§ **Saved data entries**
★ ★ ★ ★ ★ ★ ★

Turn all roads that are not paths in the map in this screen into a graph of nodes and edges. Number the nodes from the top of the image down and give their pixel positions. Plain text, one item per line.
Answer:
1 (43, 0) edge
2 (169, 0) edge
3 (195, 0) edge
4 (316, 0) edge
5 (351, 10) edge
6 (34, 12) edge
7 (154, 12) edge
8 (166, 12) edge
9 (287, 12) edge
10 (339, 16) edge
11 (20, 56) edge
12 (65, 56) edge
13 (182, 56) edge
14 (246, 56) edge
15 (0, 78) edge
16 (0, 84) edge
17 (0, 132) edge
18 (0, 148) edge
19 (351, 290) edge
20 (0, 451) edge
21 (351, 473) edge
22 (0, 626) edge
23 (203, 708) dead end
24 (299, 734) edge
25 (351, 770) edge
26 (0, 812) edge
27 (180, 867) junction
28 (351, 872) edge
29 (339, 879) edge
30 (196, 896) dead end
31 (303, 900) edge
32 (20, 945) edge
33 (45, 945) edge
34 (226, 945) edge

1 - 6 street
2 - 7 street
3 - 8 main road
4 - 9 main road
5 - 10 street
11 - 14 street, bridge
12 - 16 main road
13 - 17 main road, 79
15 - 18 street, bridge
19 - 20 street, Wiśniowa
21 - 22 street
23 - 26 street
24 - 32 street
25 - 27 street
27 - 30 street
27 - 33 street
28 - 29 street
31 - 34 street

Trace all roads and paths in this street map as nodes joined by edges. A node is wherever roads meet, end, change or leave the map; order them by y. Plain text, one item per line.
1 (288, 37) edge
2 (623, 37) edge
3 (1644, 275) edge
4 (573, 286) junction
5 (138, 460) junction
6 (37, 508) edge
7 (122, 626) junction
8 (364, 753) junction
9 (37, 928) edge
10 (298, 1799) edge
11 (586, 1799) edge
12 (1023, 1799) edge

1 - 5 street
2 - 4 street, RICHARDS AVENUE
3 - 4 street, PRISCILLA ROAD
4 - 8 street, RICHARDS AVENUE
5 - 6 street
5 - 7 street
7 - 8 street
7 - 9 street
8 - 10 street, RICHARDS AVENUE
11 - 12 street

★ ★ ★ ★ ★ ★ ★

§ **TASK TO CARRY OUT**
Write all of the data above again, exactly as given.

§ **RESPONSE TO THE TASK**
Turn all roads that are not paths in the map in this screen into a graph of nodes and edges. Number the nodes from the top of the image down and give their pixel positions. Plain text, one item per line.
Answer:
1 (43, 0) edge
2 (169, 0) edge
3 (195, 0) edge
4 (316, 0) edge
5 (351, 10) edge
6 (34, 12) edge
7 (154, 12) edge
8 (166, 12) edge
9 (287, 12) edge
10 (339, 16) edge
11 (20, 56) edge
12 (65, 56) edge
13 (182, 56) edge
14 (246, 56) edge
15 (0, 78) edge
16 (0, 84) edge
17 (0, 132) edge
18 (0, 148) edge
19 (351, 290) edge
20 (0, 451) edge
21 (351, 473) edge
22 (0, 626) edge
23 (203, 708) dead end
24 (299, 734) edge
25 (351, 770) edge
26 (0, 812) edge
27 (180, 867) junction
28 (351, 872) edge
29 (339, 879) edge
30 (196, 896) dead end
31 (303, 900) edge
32 (20, 945) edge
33 (45, 945) edge
34 (226, 945) edge

1 - 6 street
2 - 7 street
3 - 8 main road
4 - 9 main road
5 - 10 street
11 - 14 street, bridge
12 - 16 main road
13 - 17 main road, 79
15 - 18 street, bridge
19 - 20 street, Wiśniowa
21 - 22 street
23 - 26 street
24 - 32 street
25 - 27 street
27 - 30 street
27 - 33 street
28 - 29 street
31 - 34 street

Trace all roads and paths in this street map as nodes joined by edges. A node is wherever roads meet, end, change or leave the map; order them by y. Plain text, one item per line.
1 (288, 37) edge
2 (623, 37) edge
3 (1644, 275) edge
4 (573, 286) junction
5 (138, 460) junction
6 (37, 508) edge
7 (122, 626) junction
8 (364, 753) junction
9 (37, 928) edge
10 (298, 1799) edge
11 (586, 1799) edge
12 (1023, 1799) edge

1 - 5 street
2 - 4 street, RICHARDS AVENUE
3 - 4 street, PRISCILLA ROAD
4 - 8 street, RICHARDS AVENUE
5 - 6 street
5 - 7 street
7 - 8 street
7 - 9 street
8 - 10 street, RICHARDS AVENUE
11 - 12 street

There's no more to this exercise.